Crónicas urgentes
Por Claudia Constantino
25 de octubre de 2016

 

Barcelona, España; 25 de octubre de 2016.  Es el final de octubre, es Barcelona, y desde la calle hasta la habitación se escuchan las notas de un jazz interpretado por un pianista y su compañero trompetista, ambos callejeros. Como cada tarde, han traído hasta las puertas del Mercat de Santa Caterina, sus instrumentos, sin importar cuánto pesa el piano o si a Javier Duarte lo busca la tal justicia mexicana por lavado de dinero o crimen organizado.

Hace un mes recorro España, y ningún periódico local ha incluido en su edición, noticia alguna sobre Veracruz y su ex gobernador abusivo y corrupto. Tan sólo El Pais en su edición para Latinoamérica lo mencionó de pasada. Algunos podrían pensar que, como el Creador político de Javidú es cónsul de México en Barcelona, con todos los honores, quizá el reflector podría apuntarles; pero, qué va, nada de eso. Tanto Fidel Herrera Beltrán como su hijo político siguen impunes.

Ningún periódico español consignó el hecho de que el gobernador de Veracruz pidió licencia, tampoco que se dio a la fuga y menos que continúe prófugo. No se citan las suspicacias ciudadanas que apuntan a que todo es un acuerdo con Los Pinos y mucho menos que el PRI ya no sabe qué hacer para sacudirse la bien ganada imagen de solapador de políticos impresentables.

En España, los titulares diarios destacan las vicisitudes que Mariano Rajoy está pasando para ser investido presidente y poder gobernar. Este país lleva todo lo que va del año sin tener gobierno. Usted dirá, y con razón, que Veracruz lleva más. La enorme diferencia es que España pertenece a la Comunidad Europea y sus ciudadanos se organizan, participan en política y en una economía alterna, y echan al país adelante contra todo pronóstico.

Los más entendidos piensan que Veracruz se ha convertido en el laboratorio del gobierno de Peña Nieto para probar qué tan eficiente puede ser su campaña “anti corrupción”, aunque eso signifique ir contra sí mismos. Pero sacrificar a uno que otro  de los suyos, en aras de conservar el poder, sería pecata minuta, y si no, pregunten a Javier Duarte.  

Al decir “eficiente”, no se trata de que vayan a erradicar la corrupción en México; se refieren a qué tanto les puede funcionar para recuperar credibilidad y revertir el voto anti PRI. De cara a 2017 y 2018, ambos años de elecciones, eso es vital.

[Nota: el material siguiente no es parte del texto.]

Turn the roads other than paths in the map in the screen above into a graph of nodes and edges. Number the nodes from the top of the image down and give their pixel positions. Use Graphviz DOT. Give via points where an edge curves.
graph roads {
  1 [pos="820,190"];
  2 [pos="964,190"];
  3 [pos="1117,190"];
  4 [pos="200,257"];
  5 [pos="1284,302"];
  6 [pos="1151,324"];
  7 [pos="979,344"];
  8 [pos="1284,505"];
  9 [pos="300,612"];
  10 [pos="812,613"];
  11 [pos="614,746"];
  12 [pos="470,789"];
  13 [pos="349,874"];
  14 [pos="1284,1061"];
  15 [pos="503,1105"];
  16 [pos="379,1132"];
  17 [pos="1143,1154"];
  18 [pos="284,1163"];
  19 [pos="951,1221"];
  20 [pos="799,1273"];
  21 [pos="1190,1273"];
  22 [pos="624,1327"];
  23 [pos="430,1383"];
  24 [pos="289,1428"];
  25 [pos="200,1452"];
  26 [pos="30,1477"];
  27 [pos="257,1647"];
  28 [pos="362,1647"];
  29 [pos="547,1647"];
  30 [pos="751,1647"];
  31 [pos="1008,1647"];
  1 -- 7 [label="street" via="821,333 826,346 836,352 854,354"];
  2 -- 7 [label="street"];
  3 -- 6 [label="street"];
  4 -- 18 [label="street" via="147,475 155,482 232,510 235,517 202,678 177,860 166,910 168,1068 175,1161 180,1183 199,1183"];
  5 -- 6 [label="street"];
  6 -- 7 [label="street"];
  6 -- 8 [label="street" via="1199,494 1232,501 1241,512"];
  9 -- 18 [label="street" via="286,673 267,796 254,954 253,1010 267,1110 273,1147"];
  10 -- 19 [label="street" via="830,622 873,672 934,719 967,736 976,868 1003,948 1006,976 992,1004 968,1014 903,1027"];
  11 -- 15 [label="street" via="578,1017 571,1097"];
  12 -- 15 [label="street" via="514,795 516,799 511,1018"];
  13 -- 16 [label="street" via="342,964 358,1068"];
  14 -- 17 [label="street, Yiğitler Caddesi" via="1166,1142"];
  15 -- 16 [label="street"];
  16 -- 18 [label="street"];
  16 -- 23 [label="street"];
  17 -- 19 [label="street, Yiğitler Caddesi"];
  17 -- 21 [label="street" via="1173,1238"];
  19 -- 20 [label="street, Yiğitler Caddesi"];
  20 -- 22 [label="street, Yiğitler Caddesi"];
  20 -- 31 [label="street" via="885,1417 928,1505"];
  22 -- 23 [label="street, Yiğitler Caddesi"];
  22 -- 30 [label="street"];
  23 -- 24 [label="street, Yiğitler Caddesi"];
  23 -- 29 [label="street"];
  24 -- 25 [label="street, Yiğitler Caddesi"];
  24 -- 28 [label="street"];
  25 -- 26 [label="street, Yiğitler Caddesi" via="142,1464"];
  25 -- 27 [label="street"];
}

Mientras tanto, el estado de Veracruz sigue sumido en la peor crisis de la que se tenga memoria, con el tema de la inseguridad como telón de fondo, y las dificultades económicas como colofón. Movida por un hartazgo razonable, la sociedad veracruzana vitorea de momento a un gobernador electo que llega de la mano de socios políticos de muy dudosa probidad, como los actuales perredistas veracruzanos.

Con sólo dos años de gestión y muchos funestos augurios, Miguel Ángel Yunes apostará a que su conocimiento del ajedrez político mexicano le alcance para hacerse de los recursos necesarios para hacer un papel decoroso que le permitiera conservar para el PAN la buena plaza ganada.

Varias plumas al servicio del gobernador electo ya se aprestan a venderlo como El Salvador de la patria chica. Su tiempo en la cancha ha sido muy bien aprovechado desde el primer día que se presentó como candidato para suceder a Javier Duarte. Y ha logrado lo que nadie: que el presidente volteara a Veracruz y dejará de ignorarlo. Ahora sólo está por verse si eso es para su bien o para su mal.  Mientras tanto, Veracruz, convertido en laboratorio político, sigue paralizado y a la espera.

Dicen que en Europa ya todo experimento político ha sido realizado y que en América todo está ocurriendo ahora mismo. Mientras la brisa del Mediterráneo entra por  la ventana, apremia el deseo de que los veracruzanos se dejen de caudillos y salvadores para hacerse, primero, de un buen presente para aspirar a un mejor futuro. Así sea. Como sea.